(Records from a data collection)
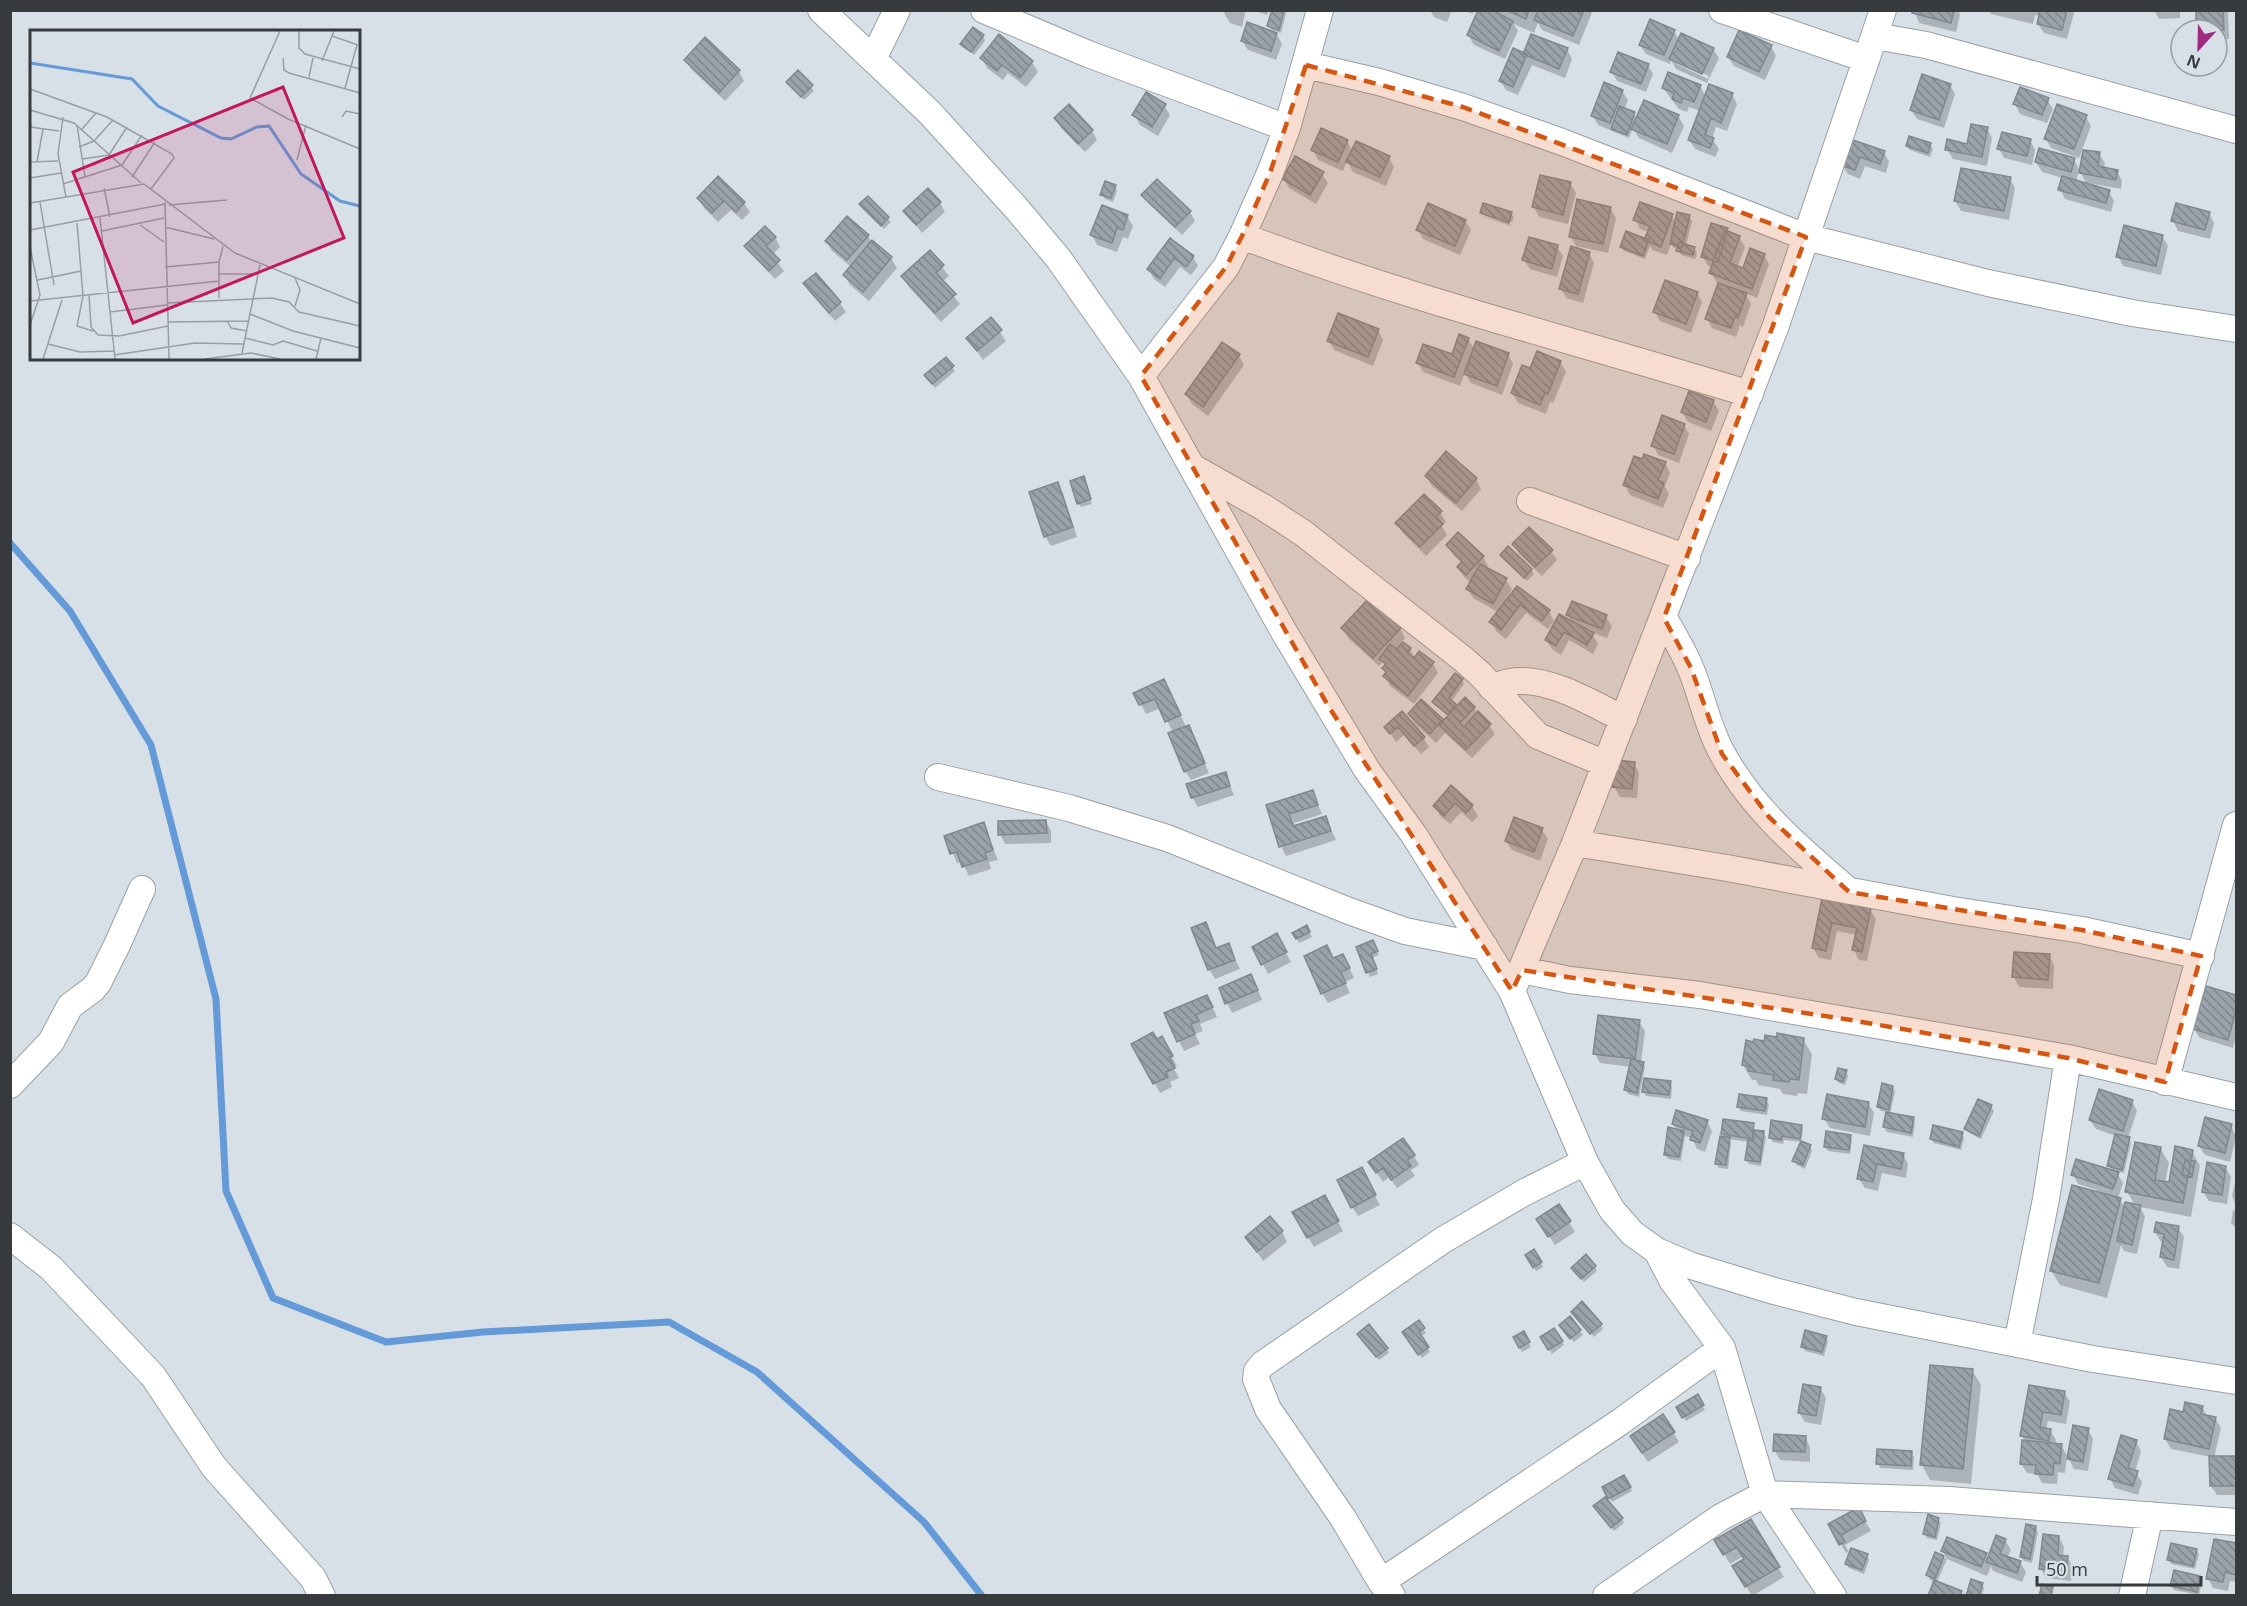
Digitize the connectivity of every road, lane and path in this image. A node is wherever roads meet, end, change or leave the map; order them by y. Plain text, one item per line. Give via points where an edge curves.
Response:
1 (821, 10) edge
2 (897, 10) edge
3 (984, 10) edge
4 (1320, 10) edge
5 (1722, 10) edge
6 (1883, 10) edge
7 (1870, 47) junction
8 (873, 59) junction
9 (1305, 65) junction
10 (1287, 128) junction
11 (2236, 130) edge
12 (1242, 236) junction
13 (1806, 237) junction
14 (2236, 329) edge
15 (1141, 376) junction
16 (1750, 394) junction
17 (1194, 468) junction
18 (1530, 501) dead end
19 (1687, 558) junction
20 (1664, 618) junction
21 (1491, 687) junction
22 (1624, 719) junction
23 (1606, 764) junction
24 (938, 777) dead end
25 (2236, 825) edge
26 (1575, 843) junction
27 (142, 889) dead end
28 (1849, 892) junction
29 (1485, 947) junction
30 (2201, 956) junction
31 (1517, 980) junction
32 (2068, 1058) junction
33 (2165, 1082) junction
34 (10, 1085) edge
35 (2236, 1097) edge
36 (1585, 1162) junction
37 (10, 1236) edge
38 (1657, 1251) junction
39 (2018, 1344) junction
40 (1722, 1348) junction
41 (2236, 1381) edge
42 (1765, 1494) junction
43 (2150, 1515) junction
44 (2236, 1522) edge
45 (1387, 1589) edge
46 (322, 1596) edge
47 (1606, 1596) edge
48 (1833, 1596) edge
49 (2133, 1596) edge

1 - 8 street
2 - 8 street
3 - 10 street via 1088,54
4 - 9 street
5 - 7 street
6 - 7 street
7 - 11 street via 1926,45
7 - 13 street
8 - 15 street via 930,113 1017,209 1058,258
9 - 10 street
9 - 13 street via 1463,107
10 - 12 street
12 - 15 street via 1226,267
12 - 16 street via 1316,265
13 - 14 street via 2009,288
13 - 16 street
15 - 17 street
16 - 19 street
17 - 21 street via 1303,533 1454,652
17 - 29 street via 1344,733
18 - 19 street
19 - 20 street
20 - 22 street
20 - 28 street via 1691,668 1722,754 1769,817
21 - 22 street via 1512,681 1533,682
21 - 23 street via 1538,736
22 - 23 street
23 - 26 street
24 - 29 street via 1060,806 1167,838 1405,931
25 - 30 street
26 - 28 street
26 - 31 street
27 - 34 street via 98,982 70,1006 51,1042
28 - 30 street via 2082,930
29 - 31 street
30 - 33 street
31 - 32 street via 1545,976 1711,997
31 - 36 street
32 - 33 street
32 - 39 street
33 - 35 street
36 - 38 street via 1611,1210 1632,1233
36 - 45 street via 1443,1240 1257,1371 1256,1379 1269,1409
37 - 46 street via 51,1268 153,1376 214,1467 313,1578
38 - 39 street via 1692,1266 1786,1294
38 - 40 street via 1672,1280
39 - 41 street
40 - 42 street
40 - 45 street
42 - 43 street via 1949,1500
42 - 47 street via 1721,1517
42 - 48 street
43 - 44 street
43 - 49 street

§ **WHAT THE TASK REQUIRES**
Whenever "dead" occurs in a line of the entries, copy that line.

§ **RESPONSE AREA**
18 (1530, 501) dead end
24 (938, 777) dead end
27 (142, 889) dead end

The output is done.